11. No doubt, the Assessing Officer had pointed out that none of the persons to whom the disputed payment was made by the assessee were agents of the assessee and such payment also did not appear to have been made on behalf of the assessee. On the other hand, the first appellate authority had gone into the factual aspects in detail and found that those persons were only agents of the assessee and, consequently, he ordered the deletion of the addition made by the Assessing Officer. The first appellate authority had elaborately discussed at paragraph 4.2 of his order about the nature of the transaction done by the said co-operative society and also by perusing the letter dated April 25, 2003, of the co-operative society, he found that element of sale was not present in the transaction with the bidders as well as the agriculturists. In the absence of an element of sale in the transaction between the said society and the assessee, as found by the first appellate authority, the contention of the assessee that the said co-operative society was acting as the agent of the assessee has to be necessarily accepted. That has been rightly done by the first appellate authority.

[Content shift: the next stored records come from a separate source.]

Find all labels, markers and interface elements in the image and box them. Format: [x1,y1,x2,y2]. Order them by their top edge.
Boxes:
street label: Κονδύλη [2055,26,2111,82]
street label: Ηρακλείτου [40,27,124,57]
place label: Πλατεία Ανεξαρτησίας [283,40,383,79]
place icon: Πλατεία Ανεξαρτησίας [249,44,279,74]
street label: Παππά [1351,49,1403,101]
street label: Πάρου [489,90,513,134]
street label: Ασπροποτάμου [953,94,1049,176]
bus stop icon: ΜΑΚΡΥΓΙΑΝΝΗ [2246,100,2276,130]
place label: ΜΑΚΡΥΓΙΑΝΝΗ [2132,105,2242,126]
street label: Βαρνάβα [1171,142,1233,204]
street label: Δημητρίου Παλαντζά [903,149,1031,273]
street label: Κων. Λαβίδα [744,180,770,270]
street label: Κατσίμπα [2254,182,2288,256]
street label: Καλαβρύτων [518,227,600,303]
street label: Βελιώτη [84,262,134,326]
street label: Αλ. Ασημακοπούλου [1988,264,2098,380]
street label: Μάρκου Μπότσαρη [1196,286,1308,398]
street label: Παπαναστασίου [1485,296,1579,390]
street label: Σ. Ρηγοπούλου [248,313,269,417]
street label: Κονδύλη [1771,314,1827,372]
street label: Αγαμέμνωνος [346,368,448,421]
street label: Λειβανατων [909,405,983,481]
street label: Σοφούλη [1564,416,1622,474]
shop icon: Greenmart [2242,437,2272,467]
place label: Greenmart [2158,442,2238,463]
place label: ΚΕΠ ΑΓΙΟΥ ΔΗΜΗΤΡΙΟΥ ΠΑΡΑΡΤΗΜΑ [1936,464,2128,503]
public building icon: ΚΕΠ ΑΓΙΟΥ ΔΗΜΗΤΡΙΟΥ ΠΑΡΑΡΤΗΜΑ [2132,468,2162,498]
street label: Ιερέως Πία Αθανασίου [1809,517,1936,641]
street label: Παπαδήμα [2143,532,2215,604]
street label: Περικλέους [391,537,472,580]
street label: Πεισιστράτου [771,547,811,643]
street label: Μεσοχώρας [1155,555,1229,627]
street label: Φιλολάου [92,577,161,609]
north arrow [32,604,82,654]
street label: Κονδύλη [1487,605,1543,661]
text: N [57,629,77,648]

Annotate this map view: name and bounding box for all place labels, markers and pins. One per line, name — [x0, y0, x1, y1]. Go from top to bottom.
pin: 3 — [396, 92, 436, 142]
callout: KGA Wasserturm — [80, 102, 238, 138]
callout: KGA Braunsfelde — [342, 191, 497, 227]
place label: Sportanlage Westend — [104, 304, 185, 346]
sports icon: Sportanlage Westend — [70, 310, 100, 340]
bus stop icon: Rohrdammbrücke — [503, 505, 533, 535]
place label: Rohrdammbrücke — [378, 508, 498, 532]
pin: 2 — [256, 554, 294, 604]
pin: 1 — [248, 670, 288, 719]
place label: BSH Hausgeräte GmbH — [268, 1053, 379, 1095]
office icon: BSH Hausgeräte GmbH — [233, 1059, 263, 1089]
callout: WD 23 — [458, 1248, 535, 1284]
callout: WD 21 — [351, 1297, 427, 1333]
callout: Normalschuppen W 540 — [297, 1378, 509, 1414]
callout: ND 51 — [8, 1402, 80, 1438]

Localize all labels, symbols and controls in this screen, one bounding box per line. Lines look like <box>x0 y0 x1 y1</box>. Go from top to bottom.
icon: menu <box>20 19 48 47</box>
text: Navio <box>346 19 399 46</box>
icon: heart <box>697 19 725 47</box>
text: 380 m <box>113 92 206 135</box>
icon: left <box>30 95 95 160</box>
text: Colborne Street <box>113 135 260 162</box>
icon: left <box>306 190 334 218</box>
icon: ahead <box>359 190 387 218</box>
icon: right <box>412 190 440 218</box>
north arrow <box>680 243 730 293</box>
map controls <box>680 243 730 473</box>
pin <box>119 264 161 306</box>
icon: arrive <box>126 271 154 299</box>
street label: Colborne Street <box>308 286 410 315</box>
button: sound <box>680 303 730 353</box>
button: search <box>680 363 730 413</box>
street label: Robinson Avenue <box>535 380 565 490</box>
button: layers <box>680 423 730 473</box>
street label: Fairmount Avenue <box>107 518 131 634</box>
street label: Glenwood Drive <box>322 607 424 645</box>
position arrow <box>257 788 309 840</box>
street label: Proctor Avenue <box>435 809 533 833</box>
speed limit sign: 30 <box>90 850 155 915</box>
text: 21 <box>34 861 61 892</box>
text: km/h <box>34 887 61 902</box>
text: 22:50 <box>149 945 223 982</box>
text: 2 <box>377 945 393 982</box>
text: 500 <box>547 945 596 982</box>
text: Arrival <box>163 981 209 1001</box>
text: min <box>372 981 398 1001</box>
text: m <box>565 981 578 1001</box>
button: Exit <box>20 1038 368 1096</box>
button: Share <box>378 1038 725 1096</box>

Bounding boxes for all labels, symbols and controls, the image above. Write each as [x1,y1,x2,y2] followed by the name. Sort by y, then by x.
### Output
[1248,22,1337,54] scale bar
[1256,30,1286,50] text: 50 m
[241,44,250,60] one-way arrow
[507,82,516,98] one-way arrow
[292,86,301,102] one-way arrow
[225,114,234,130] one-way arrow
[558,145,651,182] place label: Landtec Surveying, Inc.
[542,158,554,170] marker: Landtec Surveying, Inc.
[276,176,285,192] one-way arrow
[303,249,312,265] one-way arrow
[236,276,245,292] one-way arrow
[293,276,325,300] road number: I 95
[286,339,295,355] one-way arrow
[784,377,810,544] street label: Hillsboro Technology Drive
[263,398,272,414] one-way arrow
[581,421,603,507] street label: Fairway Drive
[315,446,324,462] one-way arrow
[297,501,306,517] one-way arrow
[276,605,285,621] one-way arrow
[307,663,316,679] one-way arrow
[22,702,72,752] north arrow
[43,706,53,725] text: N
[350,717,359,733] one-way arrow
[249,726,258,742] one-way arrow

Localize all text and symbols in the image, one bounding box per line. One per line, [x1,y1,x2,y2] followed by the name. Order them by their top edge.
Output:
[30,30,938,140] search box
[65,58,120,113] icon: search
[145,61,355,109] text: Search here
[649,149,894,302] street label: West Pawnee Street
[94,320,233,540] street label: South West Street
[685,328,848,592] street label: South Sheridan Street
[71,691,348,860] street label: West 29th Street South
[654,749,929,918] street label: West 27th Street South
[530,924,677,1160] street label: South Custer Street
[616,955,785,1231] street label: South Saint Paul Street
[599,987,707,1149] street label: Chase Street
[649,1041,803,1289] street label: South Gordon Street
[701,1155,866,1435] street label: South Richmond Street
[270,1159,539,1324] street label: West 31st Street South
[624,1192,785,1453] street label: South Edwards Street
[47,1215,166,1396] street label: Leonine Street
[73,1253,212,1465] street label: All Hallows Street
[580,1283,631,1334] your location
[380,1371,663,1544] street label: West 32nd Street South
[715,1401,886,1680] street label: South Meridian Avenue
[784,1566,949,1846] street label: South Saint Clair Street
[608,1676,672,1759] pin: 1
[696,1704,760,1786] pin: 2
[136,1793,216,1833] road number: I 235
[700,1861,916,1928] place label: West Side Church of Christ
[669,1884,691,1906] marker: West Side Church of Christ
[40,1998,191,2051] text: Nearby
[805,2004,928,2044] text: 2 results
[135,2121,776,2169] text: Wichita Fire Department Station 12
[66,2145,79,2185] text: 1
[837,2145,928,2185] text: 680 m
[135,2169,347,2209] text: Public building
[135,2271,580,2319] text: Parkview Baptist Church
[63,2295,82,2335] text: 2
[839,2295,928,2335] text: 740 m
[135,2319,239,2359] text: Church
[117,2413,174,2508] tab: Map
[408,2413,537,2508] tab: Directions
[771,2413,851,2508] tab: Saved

12. In so far as the other persons, viz., P. K. R. Murugan Commission Mundy is concerned, the first appellate authority on verification of the return filed by the said person for the above assessment year 1998-99, found that the credit side of the profit and loss account showed receipts from agriculturists as cotton commission receipts and receipts from bidders as merchant commission. The first appellate authority also found that the sales tax assessment orders supported the case of the assessee to the effect that the total turnover as per the accounts representing local sales of cotton kappas as agents of agriculturist/principals.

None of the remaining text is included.